Originally a buskers' fair, the first Hat Fair was held in 1974. Although the City Council and the local business community initially opposed it, they now support the event, which brings about 40,000 people to watch. The Hat Fair's organising and co-ordinating committee, which is also local to the city, has charge over the travelling players who converge from around the country and abroad to perform at the Hat Fair.

The first Hat Fair emerged from an informal gathering of friends, who tried out their new shows upon audiences, and who were paid by donations of money into a hat — from which practice the 'Hat' Fair got its name. The core group included members of the Winchester-based Attic Theatre Company, founded and directed by mime artist Jonathan Kay, who continues in the role of Founder and artistic director of the Hat Fair to the present day.

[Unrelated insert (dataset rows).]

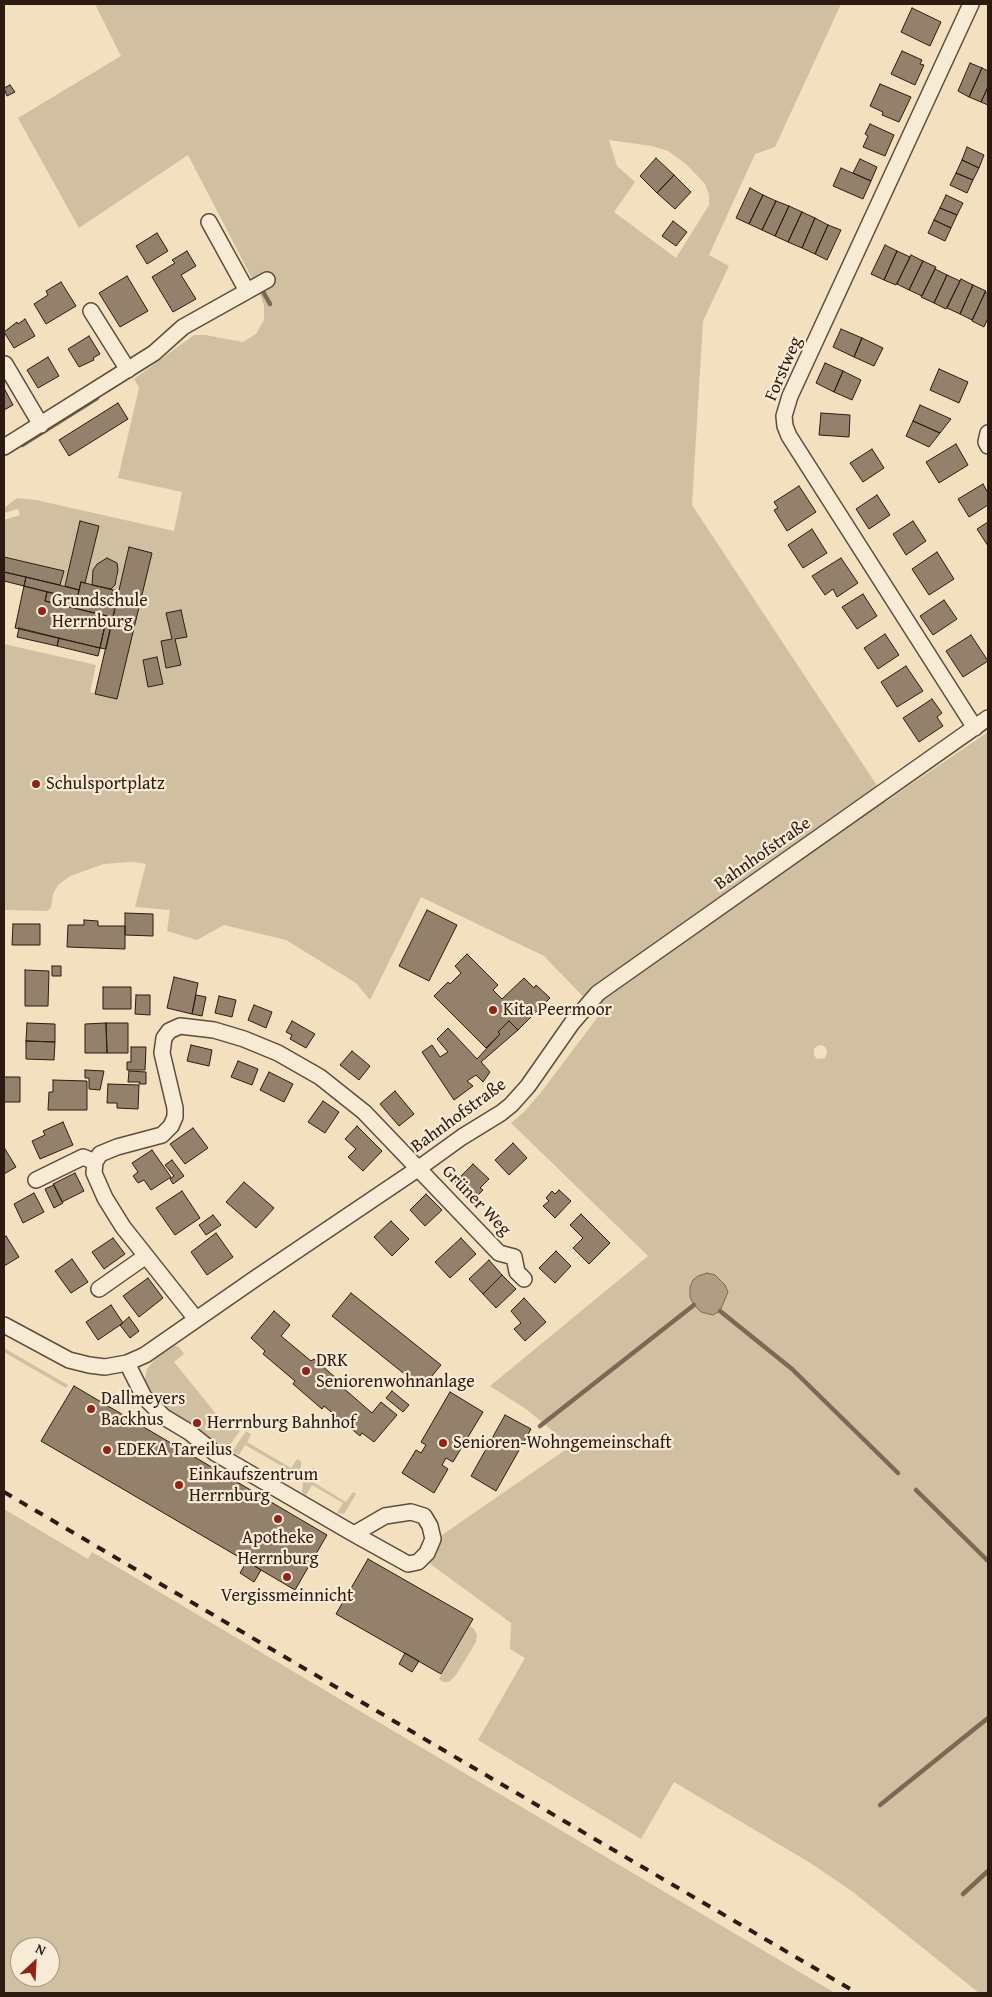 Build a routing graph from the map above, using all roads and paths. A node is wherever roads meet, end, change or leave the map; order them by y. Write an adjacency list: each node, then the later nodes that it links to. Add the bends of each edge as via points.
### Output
1 (971, 4): 13 (street, Forstweg, via 790,396 784,416 789,436)
2 (209, 222): 4 (street)
3 (268, 280): 4 (street)
4 (247, 291): 7 (street, via 183,328)
5 (92, 311): 7 (street)
6 (5, 364): 8 (street)
7 (128, 370): 8 (street)
8 (41, 425): 11 (street)
9 (988, 433): 10 (street)
10 (988, 446)
11 (4, 447)
12 (988, 718): 13 (street, Bahnhofstraße)
13 (975, 728): 15 (street, Bahnhofstraße, via 598,993 511,1105)
14 (96, 1162): 15 (street, Grüner Weg, via 100,1154 108,1150 162,1135 171,1126 175,1108 162,1053 164,1038 169,1031 180,1026 214,1030 244,1040 278,1053 320,1077 364,1112); 16 (street, via 83,1157); 17 (street, via 94,1173 105,1198)
15 (419, 1168): 18 (street, Grüner Weg, via 499,1253 514,1258 517,1272); 20 (street, Bahnhofstraße)
16 (36, 1180)
17 (146, 1256): 19 (street); 20 (street)
18 (524, 1279)
19 (99, 1289)
20 (196, 1319): 22 (street, Bahnhofstraße, via 145,1355)
21 (4, 1325): 22 (street, Bahnhofstraße, via 69,1360 106,1367)
22 (127, 1363): 23 (street, via 144,1397 164,1417 215,1453)
23 (354, 1534): 23 (street, via 385,1516 411,1512 424,1516 433,1540 418,1562 408,1564)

Over the years, the Hat Fair gained enough status that it was able to obtain funding from regional arts funders and the local authorities, as well as commercial sponsors.

The aim of the Hat Fair's organisers is to continually raise the standards of UK street theatre, and to aid artists in their development from buskers to professional performers, by providing them with hospitality, conducive performing conditions, and, if possible, a small fee for their performances.

Early fairs involved an evening of cabaret in which some of the best acts were showcased. Gradually, this expanded from one evening to four nights, in addition to a series of workshops aimed at developing local talent, and a street party on the Hat Fair's last night.